You know that feeling you get in your stomach when something isn't right, or something bad is going to happen? Yea, I have that.  I have since yesterday when I was basically told our family will not be a whole unit for a very long time.  I can not even begin to describe they way that came down on me. Similar to standing in the middle of a hurricane and at the same moment the ground begins to shake violently.  There is nothing to hold on to, nothing to save you.

WAIT!

There is something to hold on to!  God is still here, he hasn't abanded me.  This song is exactly where I am standing.  I am holding on to the one and only Rock, my solid foundation.  God is stronger than the circumstances that are surrounding us.  Nothing is "final" until court, Sep 13th. (And even that isn't really final, it is just what we have to follow until the next court day.) The judge has his own mind and can look at all the information to make his decisions.  I am praying that the Lord will open his eyes and he can see the truth.  That truth, is that we are imperfect people who have made mistakes.  BUT, we very much love ALL of our children and want the best for them.  We are willing to walk through the fire to have our family whole again.  As Christians, we are not guaranteed an easy, carefree life.
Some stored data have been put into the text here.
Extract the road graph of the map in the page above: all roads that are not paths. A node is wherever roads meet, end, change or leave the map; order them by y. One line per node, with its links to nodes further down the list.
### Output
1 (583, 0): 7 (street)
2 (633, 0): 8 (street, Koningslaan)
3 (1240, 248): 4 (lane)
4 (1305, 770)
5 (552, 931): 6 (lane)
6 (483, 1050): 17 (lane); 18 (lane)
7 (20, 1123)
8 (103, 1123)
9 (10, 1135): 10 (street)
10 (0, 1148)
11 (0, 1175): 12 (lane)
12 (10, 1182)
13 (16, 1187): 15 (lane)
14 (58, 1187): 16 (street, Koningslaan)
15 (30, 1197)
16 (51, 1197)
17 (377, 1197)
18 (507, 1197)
We were promised that we will not have to go through it alone.  He will carry us through it.  We may be left with some pretty deep wounds, but He is the ultimate Healer.  You see, this is not our forever home and this is not a forever situation. However, it looks like I need to train for a Marathon.  I will remember, while I learn endurance, to be joyful in all situations, and to always give HIM the glory.


He is my Healer
He is my Refuge
He is my Strength
He is my Comforter
He is my Firm Foundation
He is my Savior

He is Everything I need, right now, and forever.